Fig. 5. Fat volume, as a function of body mass, for both the CTR (Left) and LMMS (Right) B6 mice. Whereas CTR animals showed a strong positive correlation between fat volume and weight (r² = 0.70; P = 0.0001), correlation in the LMMS animals was weak (r² = 0.18; P = 0.1). A comparison between slope and intercept shows the control and LMMS to be significantly different (P < 0.001). Considered with the similar food intake between groups, these data indicate that LMMS suppressed adiposity. (n = 15 in each group).

Fig. 6. Automated gating of flow cytometry data ensured that the same cell population was analyzed in each sample harvested from the marrow and adipose tissue in the GFP⁺ recipients. At 6 weeks, representative data for a bone marrow sample (A) identifies the two principal regions used in the analysis, R1 and R2. Phycoerythrin-conjugated antibodies against an isotype control demonstrated a low level of nonspecific binding (B), but phycoerythrin-conjugated anti-Sca-1 to specifically label MSCs shows a preferential localization to R1 (C). FSC-H, forward scatter; SSC-H, side scatter. Also shown is the 19% reduction of GFP⁺ adipocytes to GFP⁺ MSCs (Lower Left), with 12% less weight of the epididymal fat pad of LMMS animals (Lower Right). *, P < 0.05.

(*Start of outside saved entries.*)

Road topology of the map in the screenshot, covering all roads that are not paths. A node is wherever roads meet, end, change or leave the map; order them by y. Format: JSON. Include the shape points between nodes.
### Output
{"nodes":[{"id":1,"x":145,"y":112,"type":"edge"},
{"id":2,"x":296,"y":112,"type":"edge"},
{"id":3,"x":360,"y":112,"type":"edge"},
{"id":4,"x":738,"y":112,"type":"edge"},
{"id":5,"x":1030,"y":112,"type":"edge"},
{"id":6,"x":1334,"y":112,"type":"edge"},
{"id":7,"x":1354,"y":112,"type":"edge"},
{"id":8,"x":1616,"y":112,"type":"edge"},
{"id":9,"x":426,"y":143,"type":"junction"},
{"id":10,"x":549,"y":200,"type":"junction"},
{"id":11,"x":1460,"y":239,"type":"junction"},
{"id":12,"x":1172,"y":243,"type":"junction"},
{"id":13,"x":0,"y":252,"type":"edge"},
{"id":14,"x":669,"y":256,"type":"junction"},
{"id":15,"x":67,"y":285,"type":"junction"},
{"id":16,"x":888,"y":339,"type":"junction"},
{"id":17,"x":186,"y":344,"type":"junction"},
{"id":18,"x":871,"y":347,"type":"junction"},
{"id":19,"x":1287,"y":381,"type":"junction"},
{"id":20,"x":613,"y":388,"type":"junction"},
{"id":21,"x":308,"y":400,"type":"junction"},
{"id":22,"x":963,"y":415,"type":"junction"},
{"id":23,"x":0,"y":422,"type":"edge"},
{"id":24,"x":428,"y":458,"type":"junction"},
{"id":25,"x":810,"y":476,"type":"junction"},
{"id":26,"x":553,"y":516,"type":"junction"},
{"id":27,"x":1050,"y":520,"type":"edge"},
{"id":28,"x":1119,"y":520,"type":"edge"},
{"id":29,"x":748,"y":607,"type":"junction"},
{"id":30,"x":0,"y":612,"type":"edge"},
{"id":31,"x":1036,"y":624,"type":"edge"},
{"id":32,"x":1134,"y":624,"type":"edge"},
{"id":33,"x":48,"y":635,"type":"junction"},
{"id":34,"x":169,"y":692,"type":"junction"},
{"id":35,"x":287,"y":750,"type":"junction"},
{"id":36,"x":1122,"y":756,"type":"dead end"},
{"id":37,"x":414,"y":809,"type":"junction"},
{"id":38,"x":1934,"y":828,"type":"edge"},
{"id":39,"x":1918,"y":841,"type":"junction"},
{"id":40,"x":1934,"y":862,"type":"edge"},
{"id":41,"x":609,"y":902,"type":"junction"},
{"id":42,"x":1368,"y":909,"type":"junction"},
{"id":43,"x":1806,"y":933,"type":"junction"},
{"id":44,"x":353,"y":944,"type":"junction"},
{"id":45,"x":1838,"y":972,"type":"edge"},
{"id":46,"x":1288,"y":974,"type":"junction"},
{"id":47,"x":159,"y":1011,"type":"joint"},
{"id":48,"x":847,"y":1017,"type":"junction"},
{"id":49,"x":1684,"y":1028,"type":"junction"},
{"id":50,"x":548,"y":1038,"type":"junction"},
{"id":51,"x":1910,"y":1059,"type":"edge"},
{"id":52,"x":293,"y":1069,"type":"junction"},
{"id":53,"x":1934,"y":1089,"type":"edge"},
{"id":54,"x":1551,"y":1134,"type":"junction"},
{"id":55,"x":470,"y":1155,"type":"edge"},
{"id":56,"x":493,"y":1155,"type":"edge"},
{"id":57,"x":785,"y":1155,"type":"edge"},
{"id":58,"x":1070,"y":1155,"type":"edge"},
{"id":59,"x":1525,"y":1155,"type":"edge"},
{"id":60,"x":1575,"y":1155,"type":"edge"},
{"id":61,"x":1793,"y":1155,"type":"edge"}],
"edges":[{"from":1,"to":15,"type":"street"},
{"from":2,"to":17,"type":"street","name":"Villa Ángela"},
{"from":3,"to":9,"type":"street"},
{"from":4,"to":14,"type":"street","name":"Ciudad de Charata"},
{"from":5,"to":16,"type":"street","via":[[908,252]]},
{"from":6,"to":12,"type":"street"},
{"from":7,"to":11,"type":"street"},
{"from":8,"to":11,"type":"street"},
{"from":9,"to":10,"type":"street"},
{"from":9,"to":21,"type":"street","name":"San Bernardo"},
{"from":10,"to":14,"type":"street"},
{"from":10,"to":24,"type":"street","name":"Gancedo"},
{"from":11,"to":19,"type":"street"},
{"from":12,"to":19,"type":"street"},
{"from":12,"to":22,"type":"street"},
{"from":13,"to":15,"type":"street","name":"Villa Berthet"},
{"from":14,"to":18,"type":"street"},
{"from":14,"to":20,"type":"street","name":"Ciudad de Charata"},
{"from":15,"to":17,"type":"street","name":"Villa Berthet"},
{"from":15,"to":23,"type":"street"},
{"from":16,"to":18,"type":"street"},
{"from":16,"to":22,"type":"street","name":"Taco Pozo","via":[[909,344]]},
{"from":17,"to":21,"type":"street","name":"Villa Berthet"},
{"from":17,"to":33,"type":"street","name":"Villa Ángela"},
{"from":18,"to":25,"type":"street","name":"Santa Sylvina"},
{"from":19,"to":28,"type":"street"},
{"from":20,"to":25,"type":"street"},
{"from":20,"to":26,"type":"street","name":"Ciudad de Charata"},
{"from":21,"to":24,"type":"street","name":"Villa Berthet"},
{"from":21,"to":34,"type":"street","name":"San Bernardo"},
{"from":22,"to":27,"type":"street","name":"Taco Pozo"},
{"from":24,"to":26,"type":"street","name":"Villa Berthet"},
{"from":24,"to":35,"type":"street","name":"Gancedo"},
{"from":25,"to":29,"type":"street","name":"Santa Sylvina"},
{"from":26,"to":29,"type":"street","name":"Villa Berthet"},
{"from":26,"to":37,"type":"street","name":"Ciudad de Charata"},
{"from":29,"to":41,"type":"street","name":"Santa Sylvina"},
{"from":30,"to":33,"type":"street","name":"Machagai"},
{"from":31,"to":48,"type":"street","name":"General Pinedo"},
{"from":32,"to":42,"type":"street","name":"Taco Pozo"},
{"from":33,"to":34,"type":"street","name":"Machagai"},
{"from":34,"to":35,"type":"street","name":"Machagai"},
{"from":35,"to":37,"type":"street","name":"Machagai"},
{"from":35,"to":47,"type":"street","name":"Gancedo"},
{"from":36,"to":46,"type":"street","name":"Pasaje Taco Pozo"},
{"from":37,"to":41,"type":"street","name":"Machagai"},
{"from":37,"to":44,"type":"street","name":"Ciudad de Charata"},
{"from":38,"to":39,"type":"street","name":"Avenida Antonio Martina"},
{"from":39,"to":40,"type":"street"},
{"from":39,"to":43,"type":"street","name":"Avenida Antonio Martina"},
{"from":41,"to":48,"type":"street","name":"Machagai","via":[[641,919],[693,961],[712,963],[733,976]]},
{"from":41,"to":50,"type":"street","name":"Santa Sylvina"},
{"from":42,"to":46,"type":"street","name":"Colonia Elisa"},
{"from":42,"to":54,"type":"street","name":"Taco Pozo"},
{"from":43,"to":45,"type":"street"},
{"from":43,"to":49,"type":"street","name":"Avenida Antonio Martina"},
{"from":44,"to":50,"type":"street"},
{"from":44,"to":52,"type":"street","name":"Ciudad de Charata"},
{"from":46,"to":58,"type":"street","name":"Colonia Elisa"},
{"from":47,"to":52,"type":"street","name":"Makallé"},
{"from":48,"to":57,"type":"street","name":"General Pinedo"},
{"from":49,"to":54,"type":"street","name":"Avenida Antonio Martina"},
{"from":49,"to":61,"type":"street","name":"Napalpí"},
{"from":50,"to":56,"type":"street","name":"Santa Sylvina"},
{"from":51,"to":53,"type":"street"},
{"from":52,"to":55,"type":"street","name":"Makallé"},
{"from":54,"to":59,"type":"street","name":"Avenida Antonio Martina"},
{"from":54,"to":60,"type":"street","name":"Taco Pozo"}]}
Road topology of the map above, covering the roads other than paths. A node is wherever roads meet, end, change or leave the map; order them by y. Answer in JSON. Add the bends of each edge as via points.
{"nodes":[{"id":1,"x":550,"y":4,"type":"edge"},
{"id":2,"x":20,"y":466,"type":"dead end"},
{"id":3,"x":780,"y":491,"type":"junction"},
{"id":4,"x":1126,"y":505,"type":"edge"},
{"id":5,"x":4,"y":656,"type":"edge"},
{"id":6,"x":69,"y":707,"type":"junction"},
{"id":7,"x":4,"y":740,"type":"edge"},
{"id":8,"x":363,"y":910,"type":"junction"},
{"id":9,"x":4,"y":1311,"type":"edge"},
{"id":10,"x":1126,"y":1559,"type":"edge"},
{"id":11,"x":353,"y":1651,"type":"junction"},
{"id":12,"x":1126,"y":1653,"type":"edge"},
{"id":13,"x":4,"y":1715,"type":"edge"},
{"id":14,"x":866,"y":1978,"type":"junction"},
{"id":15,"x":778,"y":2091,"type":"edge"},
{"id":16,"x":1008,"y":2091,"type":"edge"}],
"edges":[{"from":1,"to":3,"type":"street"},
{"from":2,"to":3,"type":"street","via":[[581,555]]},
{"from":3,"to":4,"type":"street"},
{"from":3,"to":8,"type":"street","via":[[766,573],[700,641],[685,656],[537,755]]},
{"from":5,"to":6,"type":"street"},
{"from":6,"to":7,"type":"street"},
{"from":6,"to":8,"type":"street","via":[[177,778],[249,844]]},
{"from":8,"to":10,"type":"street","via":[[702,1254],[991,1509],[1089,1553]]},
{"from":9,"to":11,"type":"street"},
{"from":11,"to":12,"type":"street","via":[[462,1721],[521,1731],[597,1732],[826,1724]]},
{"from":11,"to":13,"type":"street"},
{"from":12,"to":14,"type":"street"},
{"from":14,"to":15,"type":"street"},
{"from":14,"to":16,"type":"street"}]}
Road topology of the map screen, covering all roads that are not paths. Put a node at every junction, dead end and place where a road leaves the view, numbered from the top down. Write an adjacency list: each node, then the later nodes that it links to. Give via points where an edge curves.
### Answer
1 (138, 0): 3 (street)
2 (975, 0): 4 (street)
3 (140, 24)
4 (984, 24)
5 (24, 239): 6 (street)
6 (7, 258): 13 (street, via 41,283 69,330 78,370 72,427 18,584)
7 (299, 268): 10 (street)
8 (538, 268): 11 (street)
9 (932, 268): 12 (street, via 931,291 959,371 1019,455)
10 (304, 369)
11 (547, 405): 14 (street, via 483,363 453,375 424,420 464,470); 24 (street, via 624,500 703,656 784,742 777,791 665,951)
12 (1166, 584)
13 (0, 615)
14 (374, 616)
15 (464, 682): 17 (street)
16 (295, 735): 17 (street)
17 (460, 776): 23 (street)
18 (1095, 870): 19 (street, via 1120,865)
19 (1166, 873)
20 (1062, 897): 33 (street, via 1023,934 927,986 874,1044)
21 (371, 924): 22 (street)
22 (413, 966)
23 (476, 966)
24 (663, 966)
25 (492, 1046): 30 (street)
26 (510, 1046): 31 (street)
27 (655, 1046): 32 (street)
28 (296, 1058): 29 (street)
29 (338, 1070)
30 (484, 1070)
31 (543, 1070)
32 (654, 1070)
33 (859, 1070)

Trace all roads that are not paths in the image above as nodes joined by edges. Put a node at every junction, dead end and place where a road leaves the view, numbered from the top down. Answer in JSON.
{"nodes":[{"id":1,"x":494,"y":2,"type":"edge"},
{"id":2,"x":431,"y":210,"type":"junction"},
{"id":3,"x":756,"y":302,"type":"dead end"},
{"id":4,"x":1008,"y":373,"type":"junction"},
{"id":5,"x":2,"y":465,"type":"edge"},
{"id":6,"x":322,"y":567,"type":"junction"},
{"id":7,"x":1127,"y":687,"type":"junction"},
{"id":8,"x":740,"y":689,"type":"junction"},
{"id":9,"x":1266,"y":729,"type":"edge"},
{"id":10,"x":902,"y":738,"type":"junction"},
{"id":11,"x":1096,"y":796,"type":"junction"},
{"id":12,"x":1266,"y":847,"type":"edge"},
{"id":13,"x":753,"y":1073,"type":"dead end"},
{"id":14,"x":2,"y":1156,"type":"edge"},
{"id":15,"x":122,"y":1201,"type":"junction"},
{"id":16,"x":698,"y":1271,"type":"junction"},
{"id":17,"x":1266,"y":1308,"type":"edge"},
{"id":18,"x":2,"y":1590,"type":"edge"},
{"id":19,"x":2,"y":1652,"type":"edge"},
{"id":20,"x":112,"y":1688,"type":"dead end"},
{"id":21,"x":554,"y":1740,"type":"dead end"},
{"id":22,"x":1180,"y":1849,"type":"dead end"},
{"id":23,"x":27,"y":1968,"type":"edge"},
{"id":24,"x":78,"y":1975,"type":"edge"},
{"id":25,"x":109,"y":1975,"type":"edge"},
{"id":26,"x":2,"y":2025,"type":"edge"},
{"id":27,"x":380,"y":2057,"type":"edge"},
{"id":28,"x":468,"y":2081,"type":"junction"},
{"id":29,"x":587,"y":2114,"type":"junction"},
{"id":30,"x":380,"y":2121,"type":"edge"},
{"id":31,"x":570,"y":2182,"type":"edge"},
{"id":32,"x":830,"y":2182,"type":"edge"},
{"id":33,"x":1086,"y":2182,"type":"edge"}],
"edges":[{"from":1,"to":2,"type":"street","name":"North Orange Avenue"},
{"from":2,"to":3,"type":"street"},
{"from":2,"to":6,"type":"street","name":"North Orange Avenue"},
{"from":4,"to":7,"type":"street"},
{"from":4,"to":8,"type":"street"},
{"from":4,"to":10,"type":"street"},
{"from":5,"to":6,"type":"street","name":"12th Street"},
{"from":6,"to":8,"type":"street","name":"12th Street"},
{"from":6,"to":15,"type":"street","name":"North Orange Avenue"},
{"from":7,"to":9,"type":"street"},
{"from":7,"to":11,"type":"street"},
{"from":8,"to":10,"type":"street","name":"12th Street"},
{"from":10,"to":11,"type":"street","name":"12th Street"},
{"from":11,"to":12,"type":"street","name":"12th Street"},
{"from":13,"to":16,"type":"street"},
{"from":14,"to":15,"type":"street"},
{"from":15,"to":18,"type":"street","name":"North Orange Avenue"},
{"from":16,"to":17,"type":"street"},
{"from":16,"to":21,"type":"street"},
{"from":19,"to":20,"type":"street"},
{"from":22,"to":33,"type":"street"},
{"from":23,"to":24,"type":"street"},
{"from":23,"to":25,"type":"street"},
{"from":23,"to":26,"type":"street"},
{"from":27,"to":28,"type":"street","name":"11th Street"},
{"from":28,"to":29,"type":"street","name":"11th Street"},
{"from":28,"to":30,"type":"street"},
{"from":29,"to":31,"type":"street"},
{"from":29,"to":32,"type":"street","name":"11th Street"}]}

Fig. 7. Time course for the overall experimental design, indicating the period over which mice were subjected to LMMS. Specifics regarding the mouse model, number in each group, and age at baseline and killing are also given. Although in vivo scans were performed at 12 weeks in experiment 1 and at 9 weeks in experiment 3, the percentage of adipose tissue suppressed by LMMS relative to control was similar.